Thursday, August 30, 2012

Sexual Harassment is Serious-But So Are Property Rights

We will now undergo a typical NY Times experience with the treatment afforded to the controversy surrounding Vito Lopez and his alleged sexual harassment of his staff. The experience will be a tsunami of articles and commentary surrounding the horror that numerous women experienced-and today's coverage is the perfect example:

"Five women who worked for Vito J. Lopez, the assemblyman at the center of a broadening sexual harassment scandal, described in interviews an atmosphere of sexual pressure and crude language in his office, with frequent unwanted advances by him and others, requests for provocative dress, personal questions about their boyfriends and fears of reprisals if they complained."

Don't get us wrong, the behavior described, if true-and we have no reason to believe that it isn't-is disgraceful and Lopez should resign from office. That being said, this is what the NY Times does with subjects that are at the core of its worldview-and men behaving badly resonates with the feminist sensibilities of the paper. As outgoing Times ombudsman puts it:

"In Sunday's paper, he accused The Times of having a liberal bias saying across its departments "so many share a kind of political and cultural progressivism — for lack of a better term — that this worldview virtually bleeds through the fabric of The Times."

When an issue like the Lopez matter surfaces the Times mobilizes its resources and covers all aspects of the controversy. This all can be better understood by the political science concept of, "decisions and non-decisions." Put simply,we get a better understanding of a leader's or institution's mindset by examining not only the decisions they make but the ones they don't. In the case of the Times it's what they cover-and how intensely-and what they don't really find very compelling.

Sexual harassment-very compelling. Property rights, not so much. Think about it. Property rights form the foundation of American Constitutional principles-and arguably property is the necessary condition for all democracy: without property rights, there would be no liberty. This is not something, however, that gets the blood flowing fast at the Times-whose writers and editors were weaned on the class, race and gender grievance subjects that animate the elite Ivy league educational institutions.

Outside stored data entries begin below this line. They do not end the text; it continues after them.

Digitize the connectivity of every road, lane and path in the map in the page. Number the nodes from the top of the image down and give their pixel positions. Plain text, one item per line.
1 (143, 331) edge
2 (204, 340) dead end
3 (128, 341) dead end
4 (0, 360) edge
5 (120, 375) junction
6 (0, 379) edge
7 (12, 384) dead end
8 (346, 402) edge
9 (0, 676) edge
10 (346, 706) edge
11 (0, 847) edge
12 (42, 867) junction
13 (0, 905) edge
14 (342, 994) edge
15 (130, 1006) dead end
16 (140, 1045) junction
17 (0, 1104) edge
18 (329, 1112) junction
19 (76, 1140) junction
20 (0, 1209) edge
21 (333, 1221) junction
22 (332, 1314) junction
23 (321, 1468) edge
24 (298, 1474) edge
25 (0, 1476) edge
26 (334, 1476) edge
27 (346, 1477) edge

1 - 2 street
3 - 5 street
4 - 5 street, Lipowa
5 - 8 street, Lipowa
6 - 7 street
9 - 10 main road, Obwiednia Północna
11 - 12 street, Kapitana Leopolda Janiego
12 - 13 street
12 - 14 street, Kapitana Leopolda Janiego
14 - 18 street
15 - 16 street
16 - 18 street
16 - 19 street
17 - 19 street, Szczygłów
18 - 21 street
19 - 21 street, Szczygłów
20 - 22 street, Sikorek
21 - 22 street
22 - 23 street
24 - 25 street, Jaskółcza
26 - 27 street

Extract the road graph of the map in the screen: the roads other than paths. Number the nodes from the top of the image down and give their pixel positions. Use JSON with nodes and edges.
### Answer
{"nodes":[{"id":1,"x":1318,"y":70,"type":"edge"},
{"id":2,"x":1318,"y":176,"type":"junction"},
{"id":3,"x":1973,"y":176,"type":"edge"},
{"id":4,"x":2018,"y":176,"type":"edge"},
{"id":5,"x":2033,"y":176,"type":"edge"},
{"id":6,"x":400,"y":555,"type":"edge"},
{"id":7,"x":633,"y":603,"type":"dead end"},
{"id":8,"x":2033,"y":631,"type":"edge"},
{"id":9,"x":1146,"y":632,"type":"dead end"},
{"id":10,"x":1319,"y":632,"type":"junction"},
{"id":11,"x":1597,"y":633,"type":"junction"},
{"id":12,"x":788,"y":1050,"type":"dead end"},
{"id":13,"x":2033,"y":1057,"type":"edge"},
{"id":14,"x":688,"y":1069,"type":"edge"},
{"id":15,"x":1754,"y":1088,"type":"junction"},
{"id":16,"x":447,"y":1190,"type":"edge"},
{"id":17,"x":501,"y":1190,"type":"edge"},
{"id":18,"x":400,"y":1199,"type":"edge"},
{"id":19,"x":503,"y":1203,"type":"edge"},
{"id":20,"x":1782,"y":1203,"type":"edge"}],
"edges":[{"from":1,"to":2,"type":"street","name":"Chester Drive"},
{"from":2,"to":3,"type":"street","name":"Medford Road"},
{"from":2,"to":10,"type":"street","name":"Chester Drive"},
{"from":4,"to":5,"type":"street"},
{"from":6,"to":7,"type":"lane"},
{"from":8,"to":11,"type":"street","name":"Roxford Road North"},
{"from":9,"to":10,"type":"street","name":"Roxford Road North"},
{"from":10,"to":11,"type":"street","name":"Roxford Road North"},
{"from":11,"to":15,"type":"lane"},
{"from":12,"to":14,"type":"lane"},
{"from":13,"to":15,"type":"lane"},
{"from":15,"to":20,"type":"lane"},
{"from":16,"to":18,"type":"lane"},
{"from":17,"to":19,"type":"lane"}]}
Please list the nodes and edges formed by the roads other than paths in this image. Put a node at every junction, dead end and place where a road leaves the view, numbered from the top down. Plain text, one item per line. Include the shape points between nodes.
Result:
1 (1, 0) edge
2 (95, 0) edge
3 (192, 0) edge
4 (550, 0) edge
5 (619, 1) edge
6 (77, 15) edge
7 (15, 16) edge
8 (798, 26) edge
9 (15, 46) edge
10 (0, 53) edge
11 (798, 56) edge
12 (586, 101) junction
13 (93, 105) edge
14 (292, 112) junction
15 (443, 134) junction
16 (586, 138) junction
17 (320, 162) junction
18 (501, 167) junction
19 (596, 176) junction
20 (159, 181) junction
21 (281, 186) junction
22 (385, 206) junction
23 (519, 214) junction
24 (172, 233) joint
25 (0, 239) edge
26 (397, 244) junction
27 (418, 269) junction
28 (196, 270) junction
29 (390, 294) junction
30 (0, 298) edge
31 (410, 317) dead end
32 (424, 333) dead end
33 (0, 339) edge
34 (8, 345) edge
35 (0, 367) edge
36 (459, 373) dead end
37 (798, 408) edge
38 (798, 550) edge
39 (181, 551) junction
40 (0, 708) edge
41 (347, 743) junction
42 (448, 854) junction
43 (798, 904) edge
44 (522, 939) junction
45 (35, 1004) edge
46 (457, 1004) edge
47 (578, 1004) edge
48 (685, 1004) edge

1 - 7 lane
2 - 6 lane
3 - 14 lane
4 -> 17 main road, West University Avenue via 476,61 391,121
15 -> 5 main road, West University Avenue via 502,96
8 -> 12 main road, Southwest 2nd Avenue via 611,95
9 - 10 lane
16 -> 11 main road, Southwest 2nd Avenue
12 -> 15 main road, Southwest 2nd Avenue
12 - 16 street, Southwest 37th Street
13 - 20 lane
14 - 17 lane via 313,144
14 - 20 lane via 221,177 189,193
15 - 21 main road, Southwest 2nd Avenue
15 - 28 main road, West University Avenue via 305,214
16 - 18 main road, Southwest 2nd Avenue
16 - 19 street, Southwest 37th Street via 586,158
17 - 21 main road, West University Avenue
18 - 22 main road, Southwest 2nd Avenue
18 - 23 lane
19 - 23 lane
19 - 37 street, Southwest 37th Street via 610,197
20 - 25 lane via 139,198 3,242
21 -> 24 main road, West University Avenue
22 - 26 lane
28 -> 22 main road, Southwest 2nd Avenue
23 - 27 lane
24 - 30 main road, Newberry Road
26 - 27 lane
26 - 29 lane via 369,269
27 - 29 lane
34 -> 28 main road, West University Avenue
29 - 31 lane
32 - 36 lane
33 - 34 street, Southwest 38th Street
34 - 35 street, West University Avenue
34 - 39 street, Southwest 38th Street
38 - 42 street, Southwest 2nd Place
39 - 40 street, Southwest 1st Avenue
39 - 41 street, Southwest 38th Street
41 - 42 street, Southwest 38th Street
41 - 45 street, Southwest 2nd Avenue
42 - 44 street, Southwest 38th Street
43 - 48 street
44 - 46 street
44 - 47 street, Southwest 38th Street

So while the Times interviews Lopez's former chief of staff and four other anonymous women it has little interest in Irene Prestigiacomo and her daughter whose property the city has put into its eminent domain cross hairs. Nor is there concern for the scores of others whose land will be taken if the city has its way with condemnation. The only time we can remember the Times worrying about property rights was when the mosque was being planned for ground zero-and the narrative fit nicely into a grievance category that the paper is comfortable with.

We have no real beef with the sensationalized Lopez coverage-and the aging lawmaker is apparently reaping what he has sowed. At the same time, we mourn the disregard that the elite media shows to an issue that should have an equal billing: the threatened taking of property from families who have in some cases owned it for forty and fifty years.